TIDMKAT
RNS Number : 1567Z
Katoro Gold PLC
15 May 2019
Katoro Gold PLC (Incorporated in England and Wales)
(Registration Number: 9306219)
Share code on AIM: KAT
ISIN: GB00BSNBL022
("Katoro" or "the Company")
Dated: 15 May 2019
Katoro Gold PLC ("Katoro" or the "Company")
Investment and Joint Venture Agreement - African Battery Metals
plc
Katoro Gold PLC (AIM: KAT), the Tanzanian focused exploration
and development company, is pleased to announce that further to the
announcement of 15 March 2019 regarding the investment and option
agreement (the "Agreement"), AIM quoted African Battery Minerals
Plc ("ABM") (LON:ABM) has exercised its option to invest a further
GBP75,000 (the "Option").
Highlights:
-- ABM has exercised the Option to invest a further GBP75,000 to
acquire an additional 7,500,000 new ordinary shares of 1.0 pence
each in the capital of the Company ("Ordinary Shares") (the
"Tranche 2 Shares") at a price of 1.0 pence per share;
-- ABM will also be granted a further 7,500,000 warrants to
subscribe for 7,500,000 new Ordinary Shares at a price of 1.25
pence per share with a three-year life to expiry from today's date
(the "Warrants");
-- Of the Tranche 2 Shares and Warrants, 6,100,000 Tranche 2
Shares ("Initial Instalment Shares") will be issued now;
- the remaining 1,400,000 Tranche 2 Shares ("Second Instalment
Shares") and Warrants will be issued following Katoro's Annual
General Meeting, which is expected to be held in June 2019 where
additional authority to issue new Ordinary Shares will be included
in within the meeting resolutions;
- on admission of the Initial Instalment Shares, ABM will then
be interested in 5.16% of Katoro's issued share capital
- on admission of the Second Instalment Shares, ABM will then be
interested in 5.96% of Katoro's then issued share capital
-- As a result of the Option exercise, ABM will also acquire a
25% interest in Kibo Nickel Limited ("Kibo Nickel"), which, through
its wholly owned subsidiary, Eagle Exploration Limited ("Eagle"),
holds a 100% interest in the Haneti Nickel Project ("Haneti" or
"Haneti Project") in Tanzania.
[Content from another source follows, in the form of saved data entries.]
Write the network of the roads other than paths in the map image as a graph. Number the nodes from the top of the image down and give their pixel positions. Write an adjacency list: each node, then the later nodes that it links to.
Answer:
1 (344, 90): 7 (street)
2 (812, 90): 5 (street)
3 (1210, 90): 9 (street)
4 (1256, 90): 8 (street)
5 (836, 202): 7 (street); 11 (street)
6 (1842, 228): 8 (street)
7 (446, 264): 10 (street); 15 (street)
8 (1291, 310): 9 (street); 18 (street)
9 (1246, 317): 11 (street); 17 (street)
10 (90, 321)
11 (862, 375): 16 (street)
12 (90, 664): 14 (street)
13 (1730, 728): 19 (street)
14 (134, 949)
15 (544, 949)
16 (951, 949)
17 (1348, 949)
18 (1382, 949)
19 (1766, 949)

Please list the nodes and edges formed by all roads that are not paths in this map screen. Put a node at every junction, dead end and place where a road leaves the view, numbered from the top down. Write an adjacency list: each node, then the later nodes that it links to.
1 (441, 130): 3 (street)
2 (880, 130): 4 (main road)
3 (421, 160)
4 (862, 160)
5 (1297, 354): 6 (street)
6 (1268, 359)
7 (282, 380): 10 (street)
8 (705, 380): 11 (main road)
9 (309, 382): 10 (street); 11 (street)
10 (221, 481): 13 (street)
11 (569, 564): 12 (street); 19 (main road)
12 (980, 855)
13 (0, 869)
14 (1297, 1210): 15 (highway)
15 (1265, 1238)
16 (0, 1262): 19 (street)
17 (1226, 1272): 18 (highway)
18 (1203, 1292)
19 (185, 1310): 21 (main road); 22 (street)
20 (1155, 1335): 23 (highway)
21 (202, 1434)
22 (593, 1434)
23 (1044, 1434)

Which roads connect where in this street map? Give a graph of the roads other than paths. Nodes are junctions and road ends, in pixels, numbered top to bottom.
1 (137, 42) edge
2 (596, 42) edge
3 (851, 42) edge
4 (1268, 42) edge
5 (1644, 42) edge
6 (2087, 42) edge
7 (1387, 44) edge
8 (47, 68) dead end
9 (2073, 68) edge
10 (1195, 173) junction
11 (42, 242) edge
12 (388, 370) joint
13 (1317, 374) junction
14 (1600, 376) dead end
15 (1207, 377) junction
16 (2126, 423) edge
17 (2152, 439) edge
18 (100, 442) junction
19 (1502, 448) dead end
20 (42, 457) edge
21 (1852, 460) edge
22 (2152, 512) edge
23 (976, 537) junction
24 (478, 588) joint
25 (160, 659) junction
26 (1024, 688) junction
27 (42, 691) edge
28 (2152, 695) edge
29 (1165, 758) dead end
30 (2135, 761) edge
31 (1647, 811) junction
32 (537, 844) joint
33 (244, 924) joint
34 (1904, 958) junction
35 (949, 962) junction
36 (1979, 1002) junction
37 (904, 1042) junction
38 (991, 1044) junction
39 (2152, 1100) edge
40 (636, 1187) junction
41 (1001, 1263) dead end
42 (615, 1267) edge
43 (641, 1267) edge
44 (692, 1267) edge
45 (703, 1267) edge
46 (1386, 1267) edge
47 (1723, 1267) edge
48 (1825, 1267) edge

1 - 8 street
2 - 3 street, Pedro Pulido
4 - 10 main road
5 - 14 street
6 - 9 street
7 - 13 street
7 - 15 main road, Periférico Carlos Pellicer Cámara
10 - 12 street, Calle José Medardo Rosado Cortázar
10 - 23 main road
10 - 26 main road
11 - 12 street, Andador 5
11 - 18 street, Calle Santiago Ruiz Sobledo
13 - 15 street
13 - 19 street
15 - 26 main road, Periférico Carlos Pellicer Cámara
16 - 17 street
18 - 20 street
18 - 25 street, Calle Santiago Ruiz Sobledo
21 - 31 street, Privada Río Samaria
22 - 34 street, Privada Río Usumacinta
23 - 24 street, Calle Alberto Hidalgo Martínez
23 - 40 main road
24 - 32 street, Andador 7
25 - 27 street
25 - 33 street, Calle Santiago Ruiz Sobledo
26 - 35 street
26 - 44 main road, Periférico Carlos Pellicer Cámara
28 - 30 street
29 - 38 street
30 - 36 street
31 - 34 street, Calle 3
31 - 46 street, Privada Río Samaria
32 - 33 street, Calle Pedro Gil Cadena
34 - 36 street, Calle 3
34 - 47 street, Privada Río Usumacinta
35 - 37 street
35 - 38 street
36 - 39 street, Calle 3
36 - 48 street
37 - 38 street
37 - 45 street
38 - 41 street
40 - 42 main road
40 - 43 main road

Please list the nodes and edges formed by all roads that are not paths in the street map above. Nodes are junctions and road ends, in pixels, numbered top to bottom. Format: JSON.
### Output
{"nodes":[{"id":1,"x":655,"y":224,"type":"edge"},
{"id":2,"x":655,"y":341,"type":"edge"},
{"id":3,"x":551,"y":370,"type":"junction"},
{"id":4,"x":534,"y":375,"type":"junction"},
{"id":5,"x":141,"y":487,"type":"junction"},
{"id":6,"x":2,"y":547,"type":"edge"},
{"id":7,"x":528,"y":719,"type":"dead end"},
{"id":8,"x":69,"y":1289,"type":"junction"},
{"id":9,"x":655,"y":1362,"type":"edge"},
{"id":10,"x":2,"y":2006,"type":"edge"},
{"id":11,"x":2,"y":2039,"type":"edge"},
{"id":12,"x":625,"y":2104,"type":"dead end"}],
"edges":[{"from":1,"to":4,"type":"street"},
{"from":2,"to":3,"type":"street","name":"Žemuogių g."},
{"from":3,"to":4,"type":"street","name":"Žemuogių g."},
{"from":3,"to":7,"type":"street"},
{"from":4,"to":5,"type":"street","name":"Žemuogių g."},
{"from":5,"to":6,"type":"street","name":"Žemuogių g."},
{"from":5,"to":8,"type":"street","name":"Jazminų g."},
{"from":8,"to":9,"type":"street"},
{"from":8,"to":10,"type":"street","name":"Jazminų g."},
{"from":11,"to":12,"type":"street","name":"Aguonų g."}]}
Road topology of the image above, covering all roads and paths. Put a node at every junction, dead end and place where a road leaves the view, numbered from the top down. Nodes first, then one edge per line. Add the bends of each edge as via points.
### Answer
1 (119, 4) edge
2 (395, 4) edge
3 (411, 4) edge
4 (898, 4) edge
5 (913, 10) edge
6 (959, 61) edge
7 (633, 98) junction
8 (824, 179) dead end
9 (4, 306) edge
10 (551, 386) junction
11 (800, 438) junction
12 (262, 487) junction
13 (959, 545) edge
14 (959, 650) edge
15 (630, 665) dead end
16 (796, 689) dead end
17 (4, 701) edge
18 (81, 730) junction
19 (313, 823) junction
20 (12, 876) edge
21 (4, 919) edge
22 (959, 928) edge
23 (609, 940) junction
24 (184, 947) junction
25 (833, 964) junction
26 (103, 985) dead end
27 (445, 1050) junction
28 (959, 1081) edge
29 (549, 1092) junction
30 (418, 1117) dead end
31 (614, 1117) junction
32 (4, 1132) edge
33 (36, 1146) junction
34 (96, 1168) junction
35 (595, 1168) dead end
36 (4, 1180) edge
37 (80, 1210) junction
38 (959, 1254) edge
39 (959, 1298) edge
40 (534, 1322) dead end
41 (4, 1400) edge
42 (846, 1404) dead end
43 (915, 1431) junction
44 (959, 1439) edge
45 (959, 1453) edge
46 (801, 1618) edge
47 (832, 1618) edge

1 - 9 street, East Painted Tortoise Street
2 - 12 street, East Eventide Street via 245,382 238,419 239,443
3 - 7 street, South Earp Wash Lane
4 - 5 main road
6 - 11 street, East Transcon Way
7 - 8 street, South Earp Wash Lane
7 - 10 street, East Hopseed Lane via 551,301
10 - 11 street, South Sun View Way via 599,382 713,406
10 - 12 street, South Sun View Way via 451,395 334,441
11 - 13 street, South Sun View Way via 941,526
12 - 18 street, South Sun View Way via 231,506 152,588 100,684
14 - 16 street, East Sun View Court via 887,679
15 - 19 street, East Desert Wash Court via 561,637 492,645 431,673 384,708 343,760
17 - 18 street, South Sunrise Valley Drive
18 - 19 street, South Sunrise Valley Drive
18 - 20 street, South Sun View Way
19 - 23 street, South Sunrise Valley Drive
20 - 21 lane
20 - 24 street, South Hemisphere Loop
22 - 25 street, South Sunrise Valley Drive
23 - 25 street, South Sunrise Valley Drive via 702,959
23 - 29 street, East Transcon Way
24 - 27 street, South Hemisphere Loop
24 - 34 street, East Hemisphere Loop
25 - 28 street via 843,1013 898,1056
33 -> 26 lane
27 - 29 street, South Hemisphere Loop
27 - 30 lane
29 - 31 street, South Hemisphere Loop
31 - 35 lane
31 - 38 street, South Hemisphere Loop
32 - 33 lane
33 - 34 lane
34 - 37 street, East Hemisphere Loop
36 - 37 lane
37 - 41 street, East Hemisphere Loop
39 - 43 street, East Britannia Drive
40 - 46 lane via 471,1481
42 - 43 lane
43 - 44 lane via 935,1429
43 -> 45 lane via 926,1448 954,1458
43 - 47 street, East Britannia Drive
Katoro will retain a 75% interest in
Kibo Nickel;
- Going forward, ABM will be required to fund its 25% share of
the Haneti Project's costs, or its interest will be diluted in
accordance with standard industry fund or dilute provisions;
-- ABM retains the right, at its sole discretion, for 12 months,
to acquire a further 10% interest in Kibo Nickel for a further
payment to Katoro of GBP25,000 in cash;
-- Katoro and ABM will seek to, within one month, establish a
written joint venture agreement and associated shareholder
agreement in respect of Kibo Nickel, Eagle and Haneti;
-- As announced on 15 March 2019, under the Agreement, ABM has
already invested GBP25,000 to acquire 2,500,000 new Ordinary
Shares, and was also granted 2,500,000 warrants to subscribe for
2,500,000 new Ordinary Shares at a price of 1.25 pence per share
with a three-year life to expiry from 15 March 2019;
-- Katoro is required to allocate all monies received from ABM
under the Agreement, other than in respect of monies received on
the exercise of the warrants issued pursuant to the Agreement, to
the maintenance, exploration and development of Haneti; and
-- Save for certain circumstances, the warrants issued pursuant
to the Agreement may, until 1 July 2019, only be exercised by ABM
if such exercise does not dilute Kibo Energy PLC ("Kibo"), Katoro's
major shareholder, to less than 50.5% of the issued share capital
of Katoro at that time.
Louis Coetzee, Executive Chairman of Katoro Gold PLC commented:
"We are very pleased that ABM have exercised the Option to become a
partner in the Haneti Project. The joint venture establishes a
strategic partnership with ABM, with whom we can now proceed to
pursue the further exploration of Haneti and ultimately hopefully
unlock the full potential of this very promising project.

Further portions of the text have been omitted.